§ WHAT IS REQUIRED
Once you have checked each line below for the word "down", give the number of lines that have it and nothing further.

[Dataset entries]
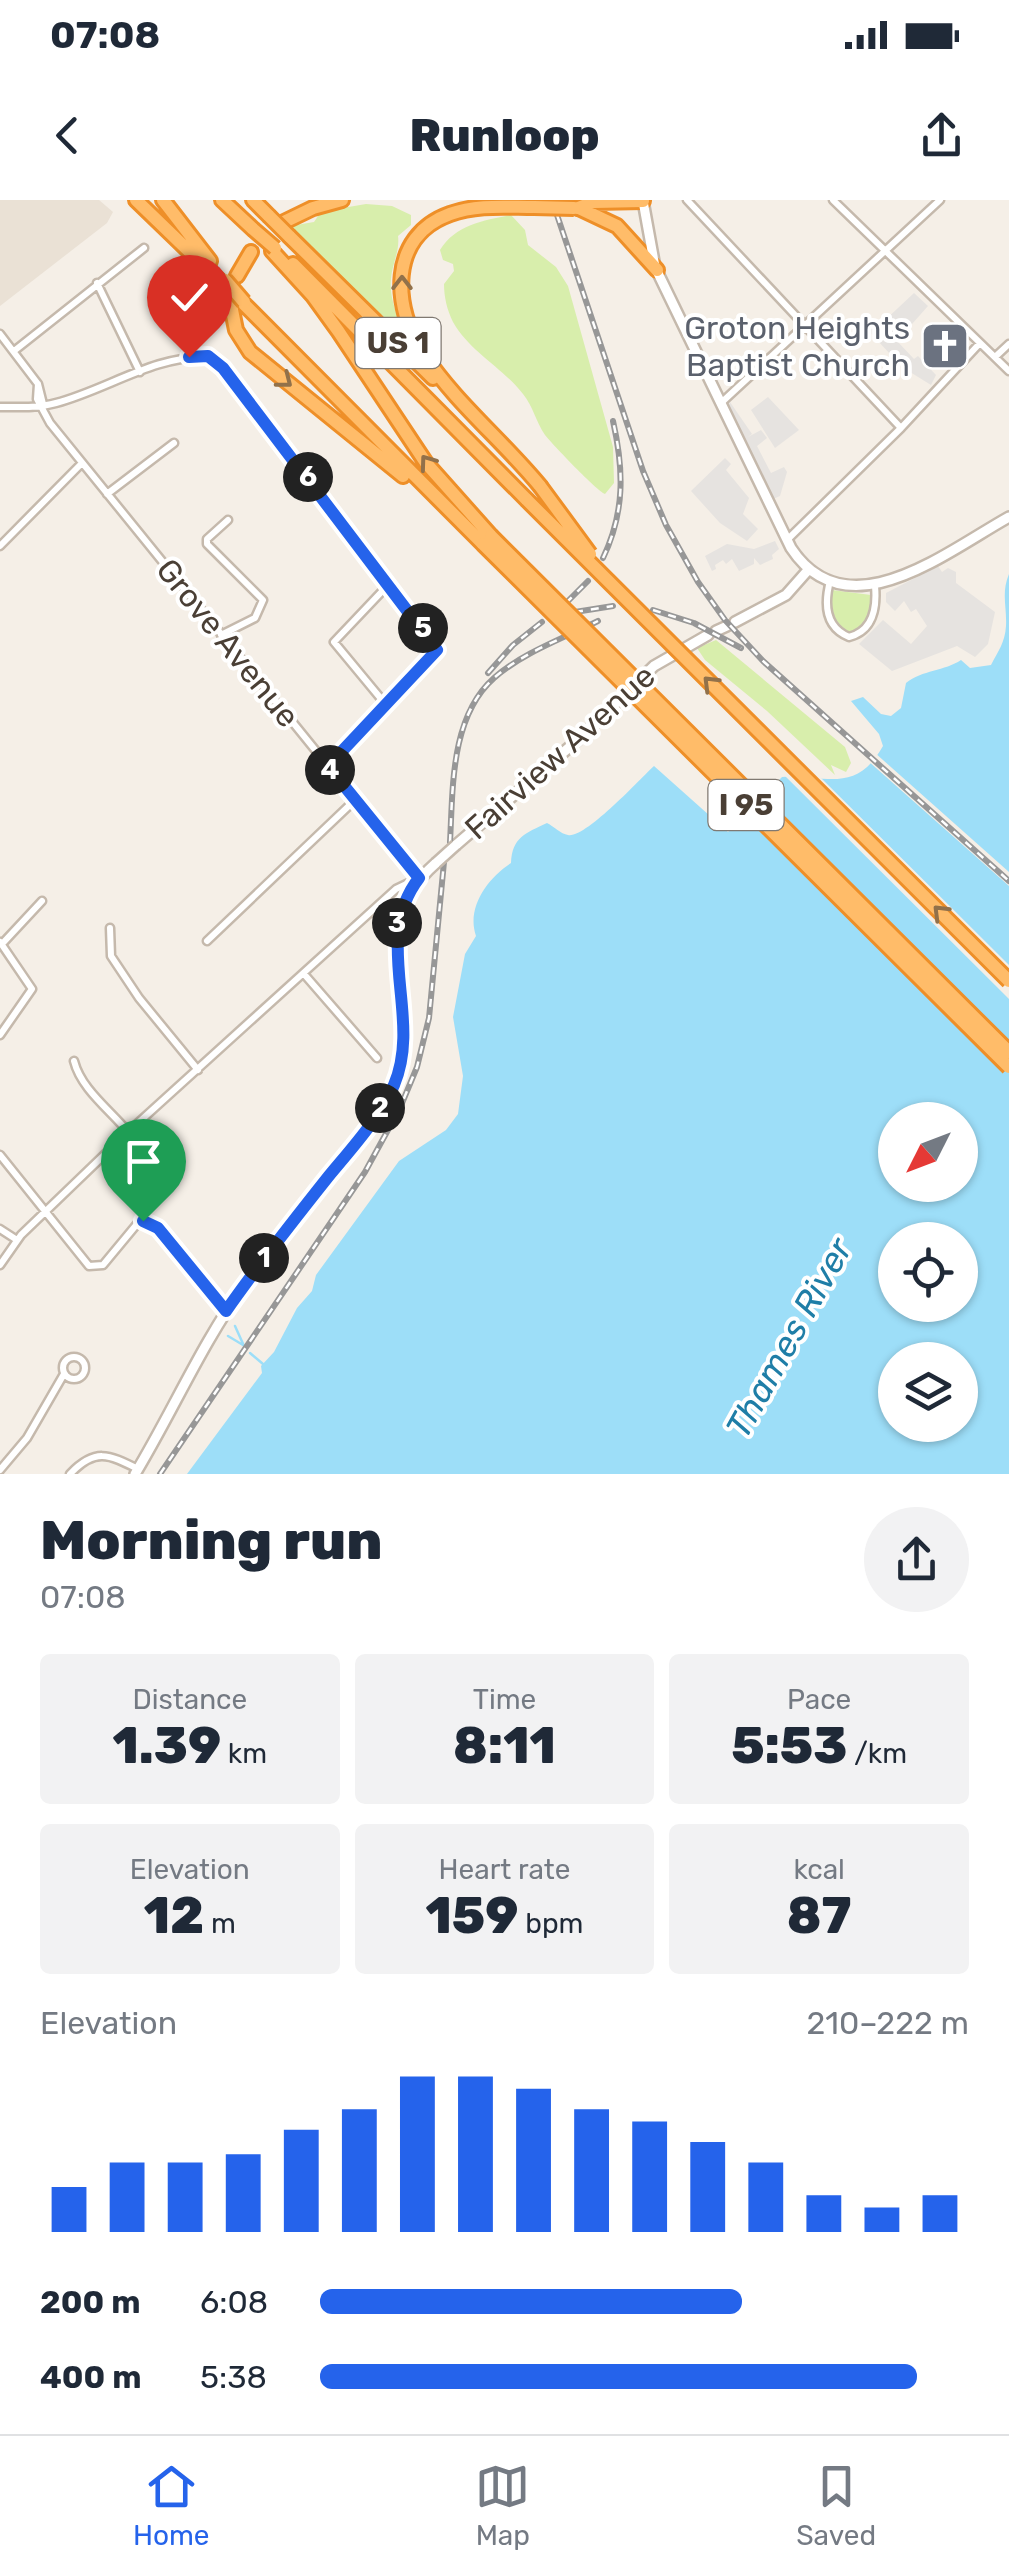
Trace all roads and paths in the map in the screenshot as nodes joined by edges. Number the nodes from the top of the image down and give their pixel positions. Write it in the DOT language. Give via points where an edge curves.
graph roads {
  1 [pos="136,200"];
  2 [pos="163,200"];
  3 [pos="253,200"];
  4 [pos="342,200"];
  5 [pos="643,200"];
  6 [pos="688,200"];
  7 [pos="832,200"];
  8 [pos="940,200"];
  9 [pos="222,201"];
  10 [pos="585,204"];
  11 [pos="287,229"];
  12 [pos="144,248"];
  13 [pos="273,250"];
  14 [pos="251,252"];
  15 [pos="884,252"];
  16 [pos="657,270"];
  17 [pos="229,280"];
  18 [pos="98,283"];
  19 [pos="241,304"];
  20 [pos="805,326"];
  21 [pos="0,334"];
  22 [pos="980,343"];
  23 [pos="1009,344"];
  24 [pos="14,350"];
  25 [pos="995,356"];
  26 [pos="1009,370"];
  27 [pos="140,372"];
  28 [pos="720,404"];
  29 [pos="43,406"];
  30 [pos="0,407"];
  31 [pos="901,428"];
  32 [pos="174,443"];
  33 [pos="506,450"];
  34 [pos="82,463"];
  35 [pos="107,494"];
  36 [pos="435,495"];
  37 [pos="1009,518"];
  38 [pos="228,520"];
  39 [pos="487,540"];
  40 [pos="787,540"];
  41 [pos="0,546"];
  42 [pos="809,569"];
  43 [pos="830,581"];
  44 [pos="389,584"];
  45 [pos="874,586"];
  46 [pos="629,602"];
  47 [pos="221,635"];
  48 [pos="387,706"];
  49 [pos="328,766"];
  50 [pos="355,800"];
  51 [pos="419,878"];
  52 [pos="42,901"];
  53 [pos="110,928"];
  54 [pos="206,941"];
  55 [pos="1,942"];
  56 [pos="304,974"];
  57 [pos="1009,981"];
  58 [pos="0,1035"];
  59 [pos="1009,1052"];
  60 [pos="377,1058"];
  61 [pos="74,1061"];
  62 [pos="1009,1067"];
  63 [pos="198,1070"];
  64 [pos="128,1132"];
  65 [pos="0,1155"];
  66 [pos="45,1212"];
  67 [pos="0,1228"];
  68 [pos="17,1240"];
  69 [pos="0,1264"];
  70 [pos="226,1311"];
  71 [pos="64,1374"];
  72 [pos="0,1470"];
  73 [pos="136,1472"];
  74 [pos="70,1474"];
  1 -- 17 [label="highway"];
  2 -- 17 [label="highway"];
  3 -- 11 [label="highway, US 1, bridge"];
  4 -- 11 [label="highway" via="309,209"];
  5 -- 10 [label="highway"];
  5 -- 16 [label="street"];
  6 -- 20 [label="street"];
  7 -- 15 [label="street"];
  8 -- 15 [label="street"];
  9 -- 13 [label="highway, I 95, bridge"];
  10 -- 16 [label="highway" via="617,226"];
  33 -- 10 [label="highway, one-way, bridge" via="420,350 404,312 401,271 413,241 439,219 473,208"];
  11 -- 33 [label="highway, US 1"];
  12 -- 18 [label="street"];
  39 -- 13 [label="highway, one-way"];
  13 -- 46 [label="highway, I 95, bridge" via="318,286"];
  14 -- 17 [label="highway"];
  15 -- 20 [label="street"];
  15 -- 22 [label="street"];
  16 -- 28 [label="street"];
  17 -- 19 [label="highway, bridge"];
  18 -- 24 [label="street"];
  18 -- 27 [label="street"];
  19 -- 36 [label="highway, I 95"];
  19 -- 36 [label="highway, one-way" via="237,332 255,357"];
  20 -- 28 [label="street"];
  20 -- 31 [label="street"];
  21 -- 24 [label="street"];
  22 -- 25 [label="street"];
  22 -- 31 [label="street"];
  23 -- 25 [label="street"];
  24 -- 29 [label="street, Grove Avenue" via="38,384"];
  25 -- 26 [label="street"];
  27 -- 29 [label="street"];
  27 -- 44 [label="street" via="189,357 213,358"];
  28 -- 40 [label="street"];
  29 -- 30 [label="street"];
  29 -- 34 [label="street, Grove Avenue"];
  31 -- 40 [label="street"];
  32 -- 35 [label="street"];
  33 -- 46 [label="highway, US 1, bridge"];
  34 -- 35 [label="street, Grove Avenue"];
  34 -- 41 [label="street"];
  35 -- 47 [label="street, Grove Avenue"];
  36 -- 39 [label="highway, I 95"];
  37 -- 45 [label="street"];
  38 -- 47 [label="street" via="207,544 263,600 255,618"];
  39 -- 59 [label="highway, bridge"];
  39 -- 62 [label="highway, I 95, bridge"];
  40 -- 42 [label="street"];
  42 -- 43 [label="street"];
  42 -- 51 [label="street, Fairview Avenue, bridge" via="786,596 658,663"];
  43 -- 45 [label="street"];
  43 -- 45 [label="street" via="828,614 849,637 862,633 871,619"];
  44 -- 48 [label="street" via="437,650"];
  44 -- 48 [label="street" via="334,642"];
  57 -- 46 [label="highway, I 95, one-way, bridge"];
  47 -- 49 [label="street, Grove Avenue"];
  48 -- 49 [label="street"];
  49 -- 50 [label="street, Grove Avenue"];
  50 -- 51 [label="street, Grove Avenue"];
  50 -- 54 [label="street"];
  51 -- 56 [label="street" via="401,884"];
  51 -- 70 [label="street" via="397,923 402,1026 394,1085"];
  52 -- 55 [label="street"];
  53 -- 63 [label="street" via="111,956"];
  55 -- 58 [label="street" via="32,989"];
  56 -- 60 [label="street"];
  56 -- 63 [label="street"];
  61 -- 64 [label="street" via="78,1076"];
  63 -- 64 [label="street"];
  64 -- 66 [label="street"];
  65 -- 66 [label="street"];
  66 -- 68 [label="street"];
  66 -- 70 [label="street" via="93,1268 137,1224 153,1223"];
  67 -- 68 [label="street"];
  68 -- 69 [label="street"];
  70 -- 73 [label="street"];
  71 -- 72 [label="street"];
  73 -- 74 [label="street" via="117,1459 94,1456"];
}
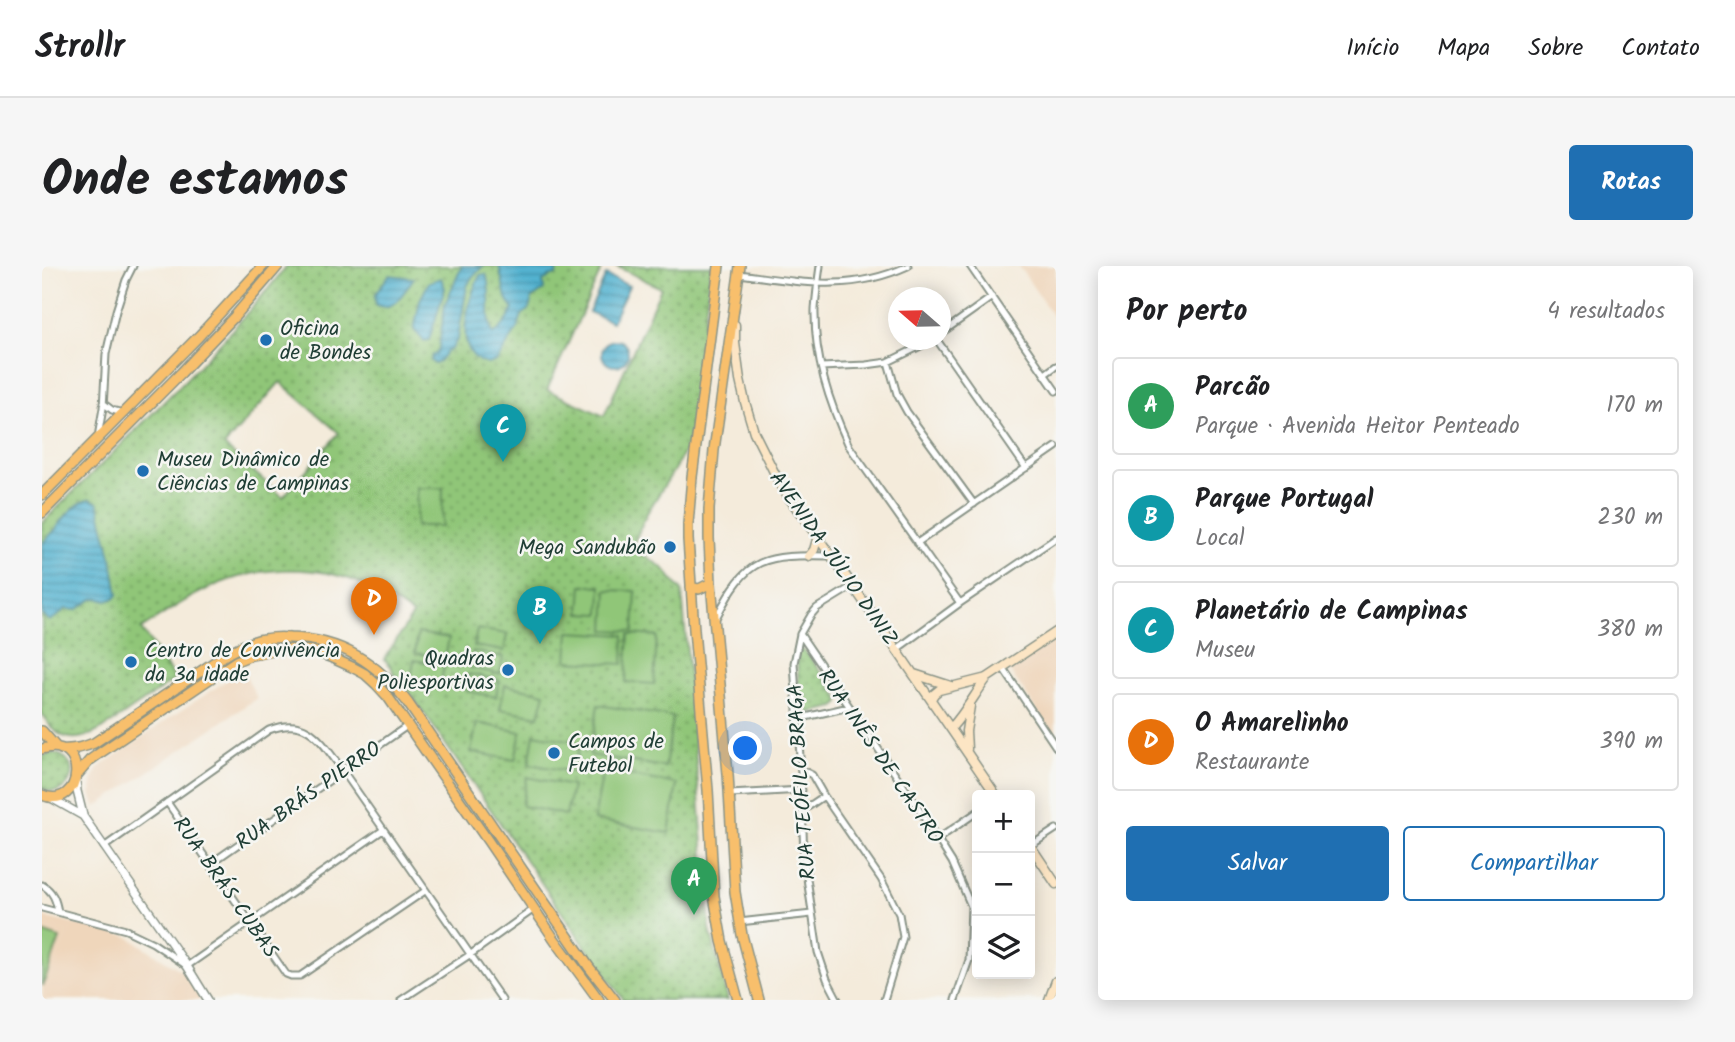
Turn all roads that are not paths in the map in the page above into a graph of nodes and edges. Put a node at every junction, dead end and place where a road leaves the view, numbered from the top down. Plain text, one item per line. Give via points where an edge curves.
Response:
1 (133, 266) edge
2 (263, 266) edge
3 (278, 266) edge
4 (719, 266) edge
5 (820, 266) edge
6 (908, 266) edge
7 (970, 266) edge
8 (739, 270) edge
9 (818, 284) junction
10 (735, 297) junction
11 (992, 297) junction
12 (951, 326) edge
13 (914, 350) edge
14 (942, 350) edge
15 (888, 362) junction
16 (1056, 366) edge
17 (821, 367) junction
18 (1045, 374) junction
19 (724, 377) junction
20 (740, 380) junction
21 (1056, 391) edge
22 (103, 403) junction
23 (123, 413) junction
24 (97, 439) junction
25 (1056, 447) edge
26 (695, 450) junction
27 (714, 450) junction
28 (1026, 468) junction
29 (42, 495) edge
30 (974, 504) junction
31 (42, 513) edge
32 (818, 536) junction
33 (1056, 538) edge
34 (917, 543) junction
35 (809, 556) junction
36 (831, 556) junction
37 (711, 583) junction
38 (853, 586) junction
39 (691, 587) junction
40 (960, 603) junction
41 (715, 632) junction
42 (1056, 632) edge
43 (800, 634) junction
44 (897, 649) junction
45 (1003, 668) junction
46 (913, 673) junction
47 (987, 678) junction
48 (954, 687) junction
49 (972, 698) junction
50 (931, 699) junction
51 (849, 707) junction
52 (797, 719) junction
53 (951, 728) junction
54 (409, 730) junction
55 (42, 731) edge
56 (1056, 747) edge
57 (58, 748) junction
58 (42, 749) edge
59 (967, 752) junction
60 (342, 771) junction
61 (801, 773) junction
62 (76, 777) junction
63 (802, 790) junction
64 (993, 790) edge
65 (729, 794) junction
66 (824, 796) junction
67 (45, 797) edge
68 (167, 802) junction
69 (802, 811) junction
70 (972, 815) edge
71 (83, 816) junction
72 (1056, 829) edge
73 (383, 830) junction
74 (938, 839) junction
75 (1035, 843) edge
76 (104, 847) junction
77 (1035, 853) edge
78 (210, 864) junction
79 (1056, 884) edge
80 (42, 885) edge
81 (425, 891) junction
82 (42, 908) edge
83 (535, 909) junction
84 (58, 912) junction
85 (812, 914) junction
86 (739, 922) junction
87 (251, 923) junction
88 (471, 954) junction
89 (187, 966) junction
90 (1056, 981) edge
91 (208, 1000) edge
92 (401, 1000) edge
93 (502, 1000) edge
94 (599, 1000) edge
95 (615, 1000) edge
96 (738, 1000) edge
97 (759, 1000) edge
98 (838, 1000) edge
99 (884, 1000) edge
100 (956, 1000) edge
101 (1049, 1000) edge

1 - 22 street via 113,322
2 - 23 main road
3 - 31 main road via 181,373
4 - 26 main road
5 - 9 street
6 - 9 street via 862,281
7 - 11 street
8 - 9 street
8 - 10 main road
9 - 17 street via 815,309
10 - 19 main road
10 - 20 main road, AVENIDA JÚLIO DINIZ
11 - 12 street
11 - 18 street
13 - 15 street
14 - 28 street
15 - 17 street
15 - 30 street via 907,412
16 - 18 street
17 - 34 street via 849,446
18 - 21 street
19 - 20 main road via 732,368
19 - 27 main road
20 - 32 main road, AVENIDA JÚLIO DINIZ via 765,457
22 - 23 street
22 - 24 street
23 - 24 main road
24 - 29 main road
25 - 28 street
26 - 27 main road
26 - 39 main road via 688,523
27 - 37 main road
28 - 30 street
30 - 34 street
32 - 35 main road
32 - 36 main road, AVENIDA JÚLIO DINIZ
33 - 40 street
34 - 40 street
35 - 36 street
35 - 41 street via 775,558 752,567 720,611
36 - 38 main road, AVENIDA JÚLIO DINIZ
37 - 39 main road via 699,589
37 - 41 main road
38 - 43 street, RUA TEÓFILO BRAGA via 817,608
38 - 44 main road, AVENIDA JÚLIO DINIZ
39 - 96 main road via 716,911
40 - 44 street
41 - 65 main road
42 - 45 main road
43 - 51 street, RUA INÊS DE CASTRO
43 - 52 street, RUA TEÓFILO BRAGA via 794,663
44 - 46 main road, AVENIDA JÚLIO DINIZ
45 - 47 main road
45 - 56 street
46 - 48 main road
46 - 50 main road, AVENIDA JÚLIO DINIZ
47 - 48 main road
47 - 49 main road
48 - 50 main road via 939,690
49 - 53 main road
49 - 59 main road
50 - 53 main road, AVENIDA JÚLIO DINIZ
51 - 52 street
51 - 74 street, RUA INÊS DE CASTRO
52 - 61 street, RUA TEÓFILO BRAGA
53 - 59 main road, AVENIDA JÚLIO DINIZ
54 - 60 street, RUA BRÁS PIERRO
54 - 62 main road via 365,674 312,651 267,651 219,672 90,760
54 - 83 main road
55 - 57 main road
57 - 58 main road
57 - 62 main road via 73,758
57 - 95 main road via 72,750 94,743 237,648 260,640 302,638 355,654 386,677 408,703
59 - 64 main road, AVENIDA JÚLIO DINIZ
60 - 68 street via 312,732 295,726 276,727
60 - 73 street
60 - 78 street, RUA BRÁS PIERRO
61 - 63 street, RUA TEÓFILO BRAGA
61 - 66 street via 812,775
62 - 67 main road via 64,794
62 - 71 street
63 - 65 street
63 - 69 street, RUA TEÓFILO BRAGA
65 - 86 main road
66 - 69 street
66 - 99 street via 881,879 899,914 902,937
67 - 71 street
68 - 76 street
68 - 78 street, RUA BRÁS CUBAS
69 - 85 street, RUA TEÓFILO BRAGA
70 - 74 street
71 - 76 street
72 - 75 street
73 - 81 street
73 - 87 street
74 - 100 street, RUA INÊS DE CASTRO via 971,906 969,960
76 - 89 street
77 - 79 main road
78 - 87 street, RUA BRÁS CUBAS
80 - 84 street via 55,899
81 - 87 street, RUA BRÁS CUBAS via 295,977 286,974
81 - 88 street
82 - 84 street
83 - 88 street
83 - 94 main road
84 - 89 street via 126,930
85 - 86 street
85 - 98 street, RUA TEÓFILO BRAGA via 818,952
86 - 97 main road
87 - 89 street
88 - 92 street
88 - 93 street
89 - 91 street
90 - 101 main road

§ OUTPUT FOR THIS EXERCISE
2